Jeanne Guyon - Grace Vs. Works

Grace Vs. Works

In the Christian dispute regarding grace and works, Guyon defended the belief that salvation is the result of grace rather than works alone. Like St. Augustine, St. Thomas Aquinas, Calvin, and Martin Luther, she thought that a person's deliverance can only come from God as an outside source, never from within the person himself or herself. Accordingly, God is supposed to decide who is to be saved, regardless of anyone's efforts or industry. He then, as a result of His own free will, bestows his favour as a gift. This predestination was opposed by the Pelagians, who considered it to be irrational in that God would favour a wicked sinner over a good person. However, according to Schopenhauer, "if it were works, springing from motives and deliberate intention, that led to the blissful state, then, however we may turn it, virtue would always be only a prudent, methodical, far–seeing egoism. … Works …can never justify, because they are always an action from motives." In her autobiography, for example, Madame Guyon criticized self–righteous people who try to gain heaven through their works. She praised lowly sinners who merely submitted themselves to God's will. Of the righteous, she wrote:

…the righteous, supported by the great number of works of righteousness he presumes to have done, seems to hold his salvation in his own hands, and regards heaven as the recompense due to his merits.… His Saviour is, for him, almost useless.
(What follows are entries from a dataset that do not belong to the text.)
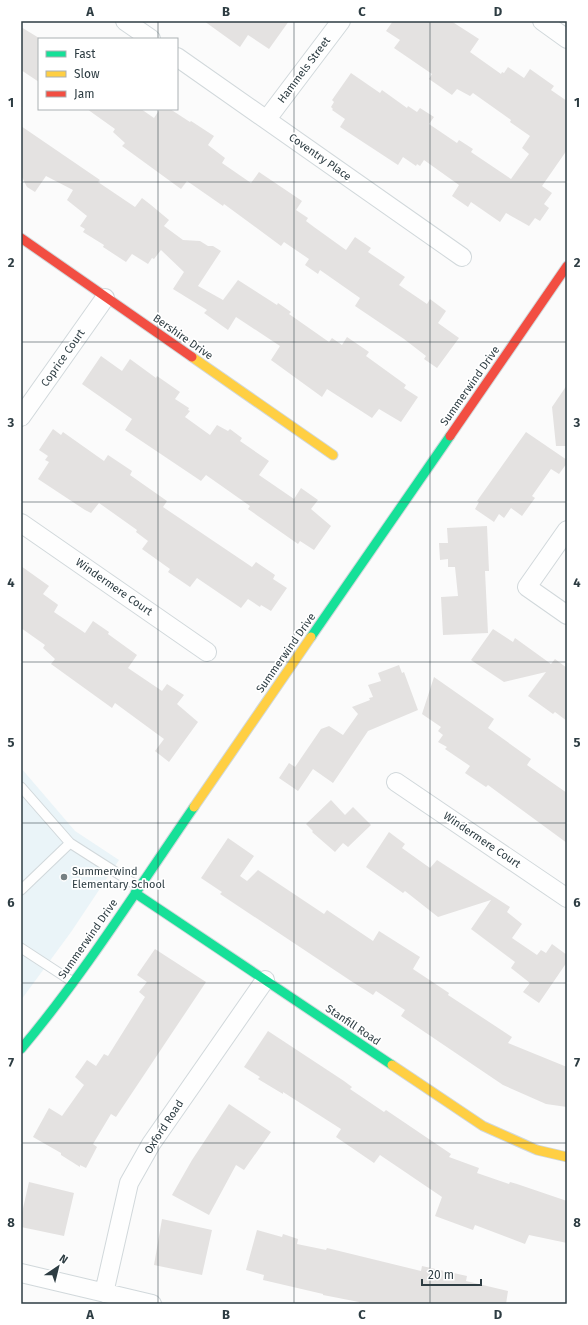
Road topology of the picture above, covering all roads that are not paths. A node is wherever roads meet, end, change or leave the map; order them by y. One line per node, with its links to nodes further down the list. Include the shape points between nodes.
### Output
1 (125, 21): 4 (street)
2 (341, 21): 7 (street, Hammels Street)
3 (542, 21): 5 (street)
4 (150, 38)
5 (567, 39)
6 (178, 58): 7 (street, Coventry Place)
7 (267, 119): 9 (street, Coventry Place)
8 (21, 238): 11 (street, Bershire Drive)
9 (462, 257)
10 (567, 266): 22 (street, Summerwind Drive)
11 (105, 298): 12 (street, Coprice Court); 13 (street, Bershire Drive)
12 (21, 417)
13 (333, 455)
14 (21, 523): 17 (street, Windermere Court)
15 (567, 530): 16 (street, via 527,587)
16 (567, 615)
17 (207, 652)
18 (396, 782): 23 (street, Windermere Court)
19 (21, 787): 20 (lane)
20 (70, 843): 21 (lane); 22 (lane)
21 (21, 890)
22 (137, 890): 25 (street, Stanfill Road); 26 (street, Summerwind Drive)
23 (567, 898)
24 (21, 948): 26 (lane)
25 (265, 980): 28 (street, Stanfill Road, via 483,1126 537,1150); 30 (street, Oxford Road, via 151,1144 129,1184)
26 (73, 982): 27 (street, Summerwind Drive)
27 (21, 1049)
28 (567, 1157)
29 (21, 1273): 30 (street)
30 (104, 1293): 31 (street)
31 (152, 1304)

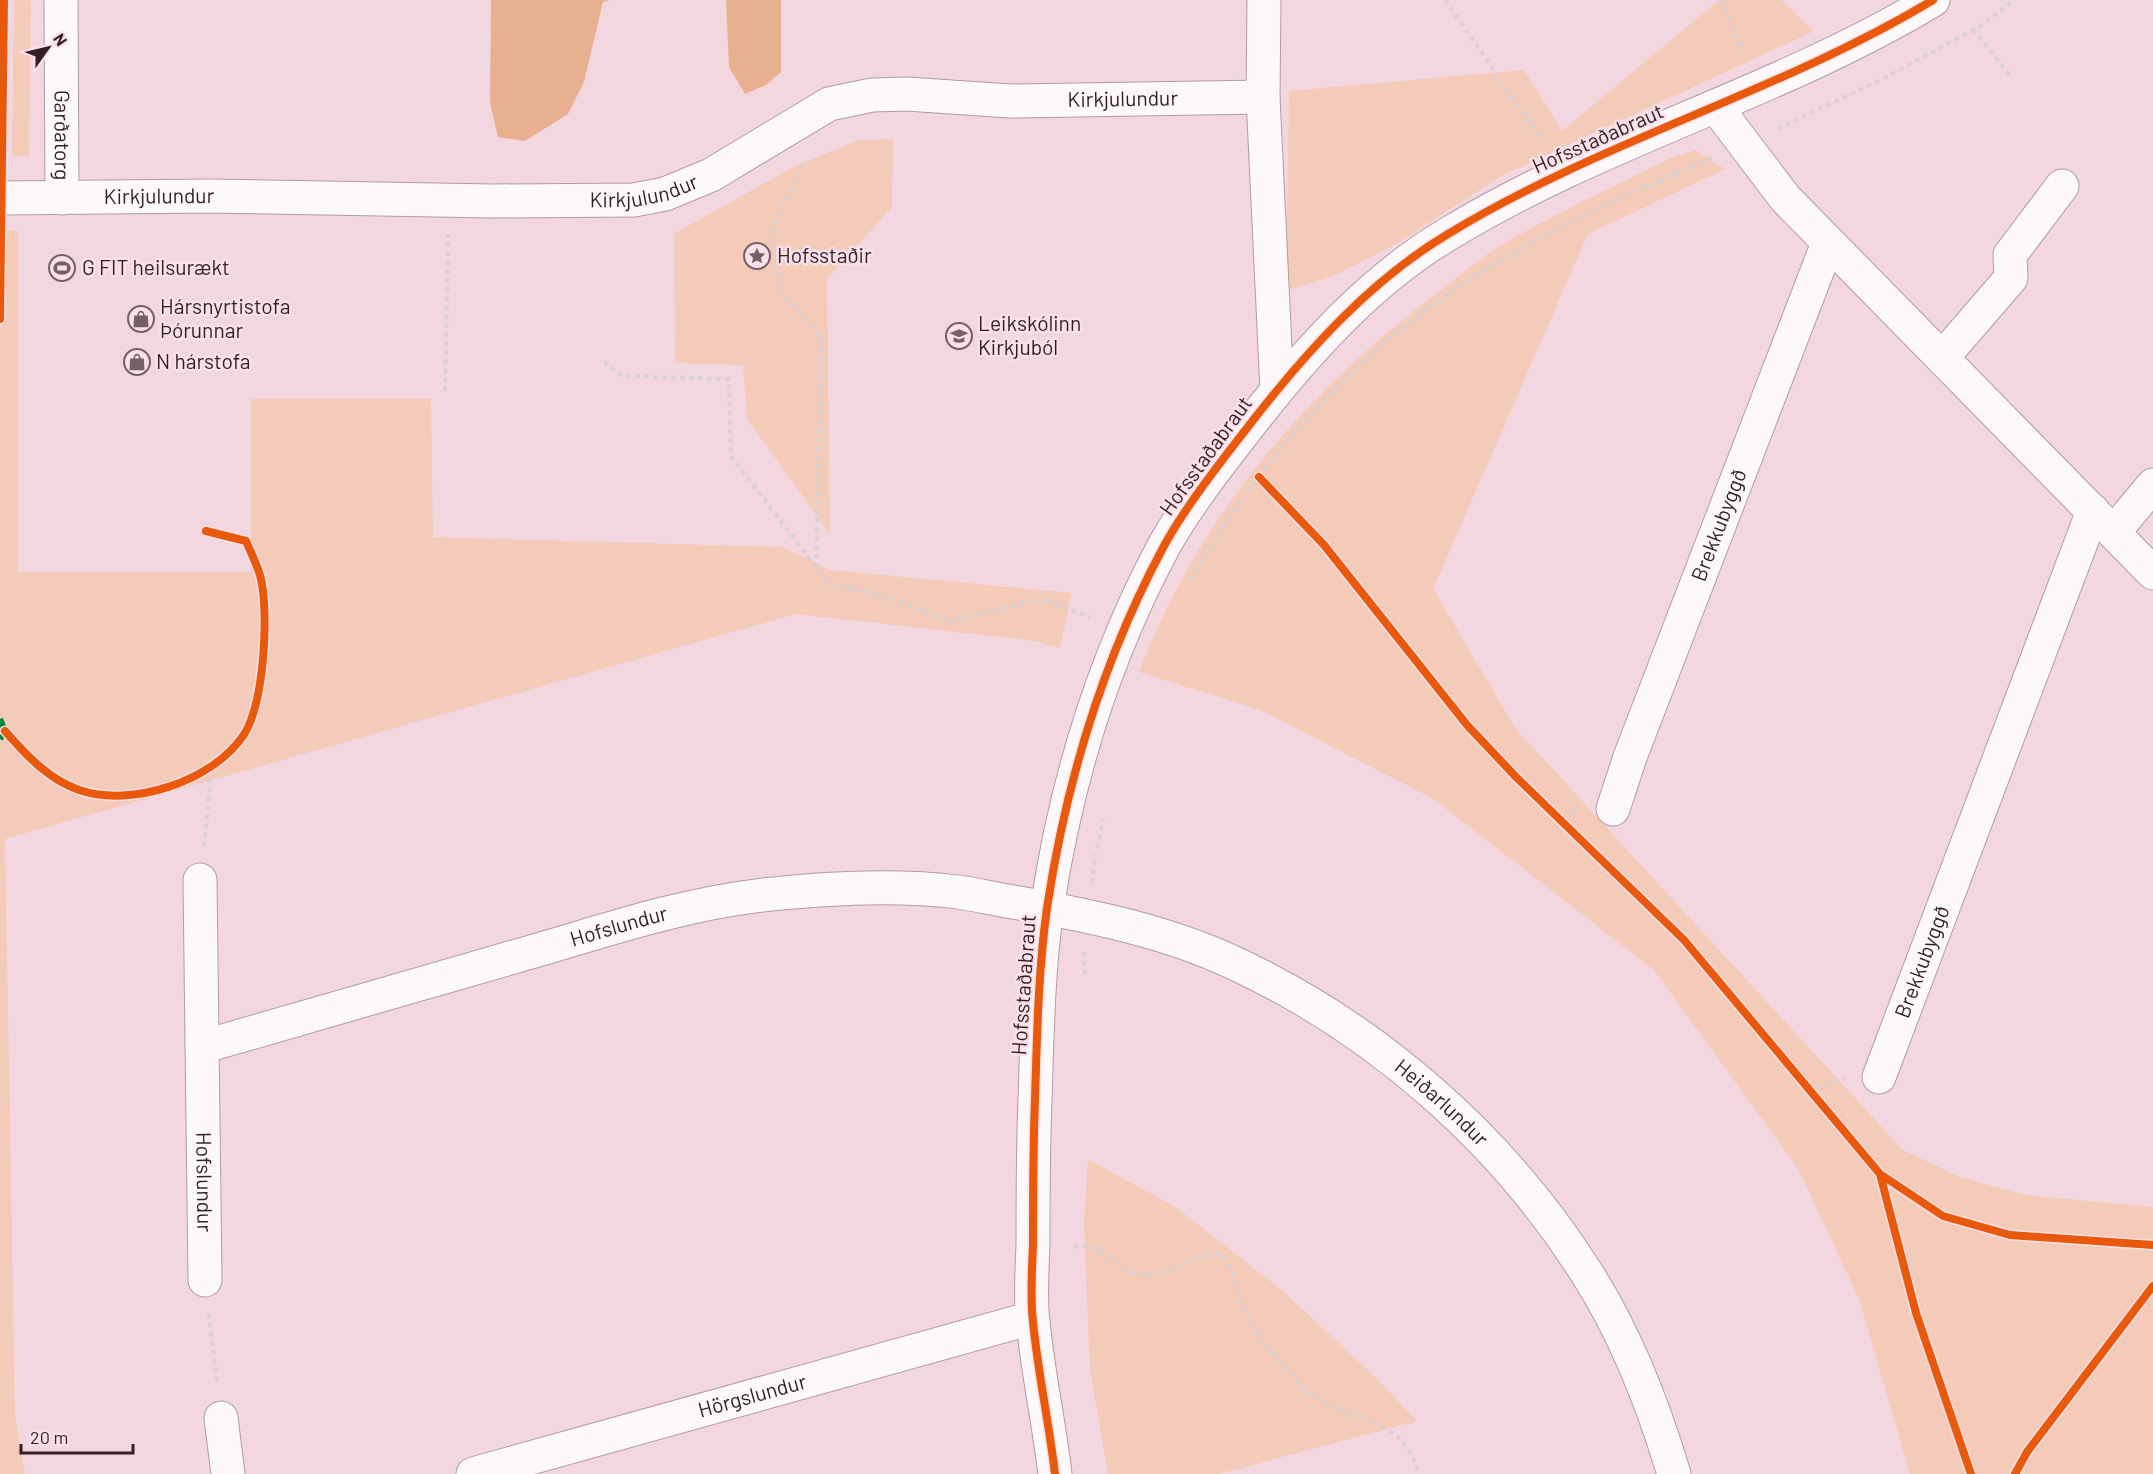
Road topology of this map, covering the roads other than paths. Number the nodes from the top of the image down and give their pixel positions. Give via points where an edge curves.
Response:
1 (61, 0) edge
2 (1264, 0) edge
3 (1933, 0) edge
4 (1263, 97) junction
5 (1716, 107) junction
6 (2062, 186) dead end
7 (0, 198) edge
8 (62, 198) junction
9 (1828, 243) junction
10 (1942, 358) junction
11 (1277, 390) junction
12 (2153, 485) edge
13 (2104, 522) junction
14 (2153, 573) edge
15 (1613, 809) dead end
16 (200, 880) road end
17 (1047, 908) junction
18 (202, 1047) junction
19 (1879, 1077) dead end
20 (204, 1280) road end
21 (1032, 1318) junction
22 (221, 1418) road end
23 (228, 1474) edge
24 (473, 1474) edge
25 (1055, 1474) edge
26 (1674, 1474) edge

1 - 8 street, Garðatorg
2 - 4 street
3 - 5 street, Hofsstaðabraut
4 - 8 street, Kirkjulundur via 1011,101 872,95 829,104 711,175 665,194 634,200
4 - 11 street
5 - 9 street via 1785,198
5 - 11 street, Hofsstaðabraut via 1564,172 1445,235 1397,270 1334,325
6 - 10 street via 2010,255 2011,278
7 - 8 street, Kirkjulundur
9 - 10 street
9 - 15 street, Brekkubyggð via 1629,757
10 - 13 street
11 - 17 street, Hofsstaðabraut via 1211,474 1168,540 1124,626 1081,754
12 - 13 street, Brekkubyggð
13 - 14 street
13 - 19 street, Brekkubyggð
16 - 18 street, Hofslundur
17 - 18 street, Hofslundur via 958,892 894,889 817,890 698,905
17 - 21 street, Hofsstaðabraut via 1033,1136
17 - 26 street, Heiðarlundur via 1151,933 1232,962 1337,1020 1427,1089 1508,1168 1588,1275 1642,1380
18 - 20 street, Hofslundur
21 - 24 street, Hörgslundur
21 - 25 street, Hofsstaðabraut
22 - 23 street

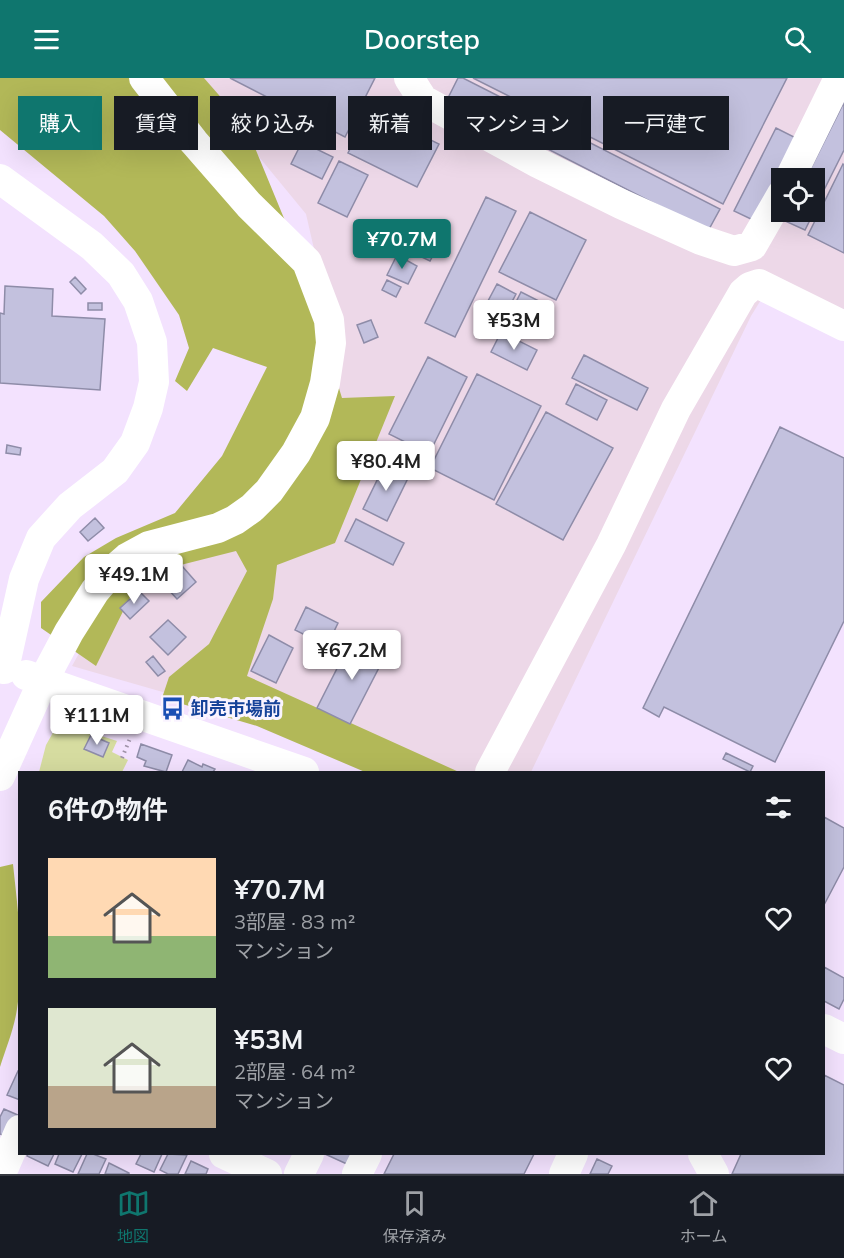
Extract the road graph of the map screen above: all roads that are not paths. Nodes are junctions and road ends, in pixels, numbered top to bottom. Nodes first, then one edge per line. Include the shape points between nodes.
1 (144, 78) edge
2 (409, 78) edge
3 (839, 78) edge
4 (795, 168) edge
5 (0, 178) edge
6 (771, 213) edge
7 (844, 326) edge
8 (10, 599) edge
9 (2, 668) edge
10 (43, 681) junction
11 (301, 771) edge
12 (491, 771) edge
13 (0, 776) edge
14 (825, 1030) edge
15 (844, 1039) edge
16 (18, 1138) edge
17 (226, 1155) edge
18 (308, 1155) edge
19 (366, 1155) edge
20 (573, 1155) edge
21 (704, 1155) edge
22 (10, 1171) edge
23 (267, 1174) edge
24 (299, 1174) edge
25 (357, 1174) edge
26 (564, 1174) edge
27 (714, 1174) edge

1 - 10 street via 249,205 307,262 329,320 331,343 325,383 315,418 297,453 269,491 235,520 149,546 127,558 95,591
2 - 6 street via 423,100 538,163 701,240 734,251 752,246
3 - 4 street
5 - 8 street via 92,246 121,274 138,301 152,342 154,382 135,443 115,471 70,506 41,538 24,579
7 - 12 street via 759,285 743,293 676,409 611,545
8 - 9 street
9 - 10 street
10 - 11 street
10 - 13 street
14 - 15 street
16 - 22 street
17 - 23 street
18 - 24 street
19 - 25 street
20 - 26 street
21 - 27 street

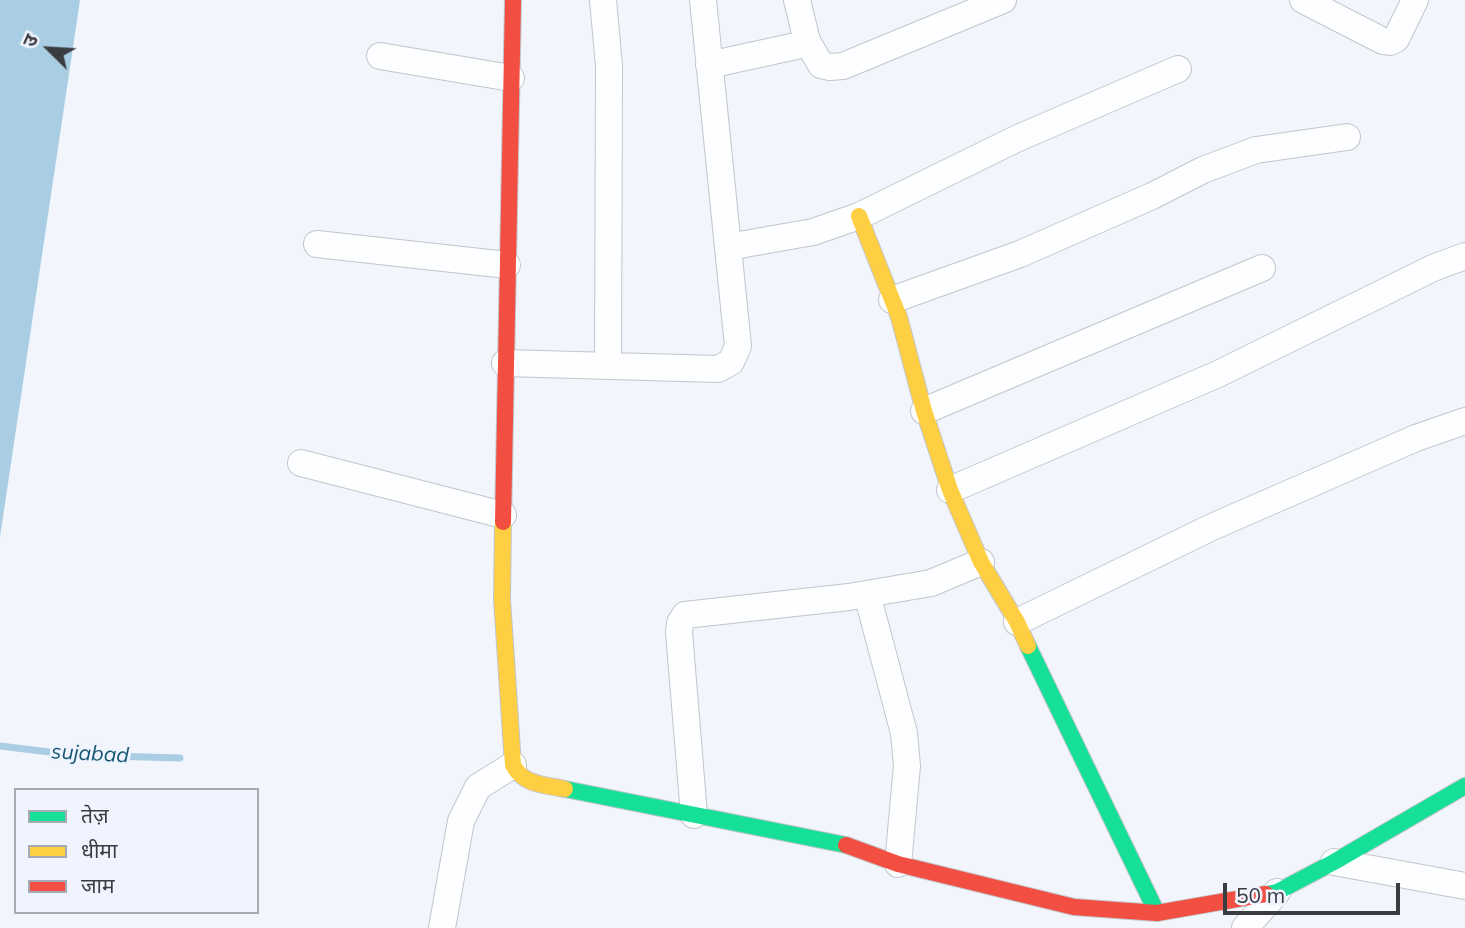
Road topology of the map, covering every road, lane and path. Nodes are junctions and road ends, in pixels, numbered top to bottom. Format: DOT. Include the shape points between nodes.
graph roads {
  1 [pos="513,0"];
  2 [pos="603,0"];
  3 [pos="703,0"];
  4 [pos="797,0"];
  5 [pos="1003,0"];
  6 [pos="1303,0"];
  7 [pos="1415,0"];
  8 [pos="807,41"];
  9 [pos="380,56"];
  10 [pos="709,65"];
  11 [pos="1178,69"];
  12 [pos="511,78"];
  13 [pos="1347,138"];
  14 [pos="859,216"];
  15 [pos="317,244"];
  16 [pos="728,247"];
  17 [pos="1465,257"];
  18 [pos="507,265"];
  19 [pos="1262,268"];
  20 [pos="892,300"];
  21 [pos="505,363"];
  22 [pos="608,366"];
  23 [pos="923,411"];
  24 [pos="1465,421"];
  25 [pos="302,463"];
  26 [pos="950,490"];
  27 [pos="503,515"];
  28 [pos="981,562"];
  29 [pos="867,594"];
  30 [pos="1017,622"];
  31 [pos="513,765"];
  32 [pos="1465,786"];
  33 [pos="694,814"];
  34 [pos="1335,862"];
  35 [pos="898,864"];
  36 [pos="1465,886"];
  37 [pos="1276,892"];
  38 [pos="1157,913"];
  39 [pos="442,928"];
  40 [pos="1245,928"];
  1 -- 12 [label="street"];
  2 -- 22 [label="street" via="609,66"];
  3 -- 10 [label="street"];
  4 -- 8 [label="street"];
  5 -- 8 [label="street" via="843,66 821,65"];
  6 -- 7 [label="street" via="1390,42 1396,39"];
  8 -- 10 [label="street"];
  9 -- 12 [label="street"];
  10 -- 16 [label="street"];
  11 -- 14 [label="street" via="1016,139"];
  12 -- 18 [label="street"];
  13 -- 20 [label="street" via="1256,150 1020,254"];
  14 -- 16 [label="street" via="813,232"];
  14 -- 20 [label="street"];
  15 -- 18 [label="street"];
  16 -- 22 [label="street" via="738,346 731,362 718,369"];
  17 -- 26 [label="street" via="1433,268 1218,374"];
  18 -- 21 [label="street"];
  19 -- 23 [label="street"];
  20 -- 23 [label="street"];
  21 -- 22 [label="street"];
  21 -- 27 [label="street"];
  23 -- 26 [label="street"];
  24 -- 30 [label="street" via="1212,527"];
  25 -- 27 [label="street"];
  26 -- 28 [label="street"];
  27 -- 31 [label="street" via="502,599"];
  28 -- 29 [label="street" via="931,583"];
  28 -- 30 [label="street"];
  29 -- 33 [label="street" via="685,615 679,632"];
  29 -- 35 [label="street" via="904,733 907,766"];
  30 -- 38 [label="street"];
  31 -- 33 [label="street" via="529,782"];
  31 -- 39 [label="street" via="478,787 461,821"];
  32 -- 34 [label="street"];
  33 -- 35 [label="street" via="838,842"];
  34 -- 36 [label="street"];
  34 -- 37 [label="street"];
  35 -- 38 [label="street" via="1074,907"];
  37 -- 38 [label="street"];
  37 -- 40 [label="street"];
}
These righteous persons expect God to deliver and save them as payment for their good works. In contrast to the self–sufficient, righteous egoists, the sinners who have selflessly submitted to God "are carried swiftly by the wings of love and confidence into the arms of their Saviour, who gives them gratuitously what He has infinitely merited for them." God's "bounties are effects of His will, and not the fruits of our merits."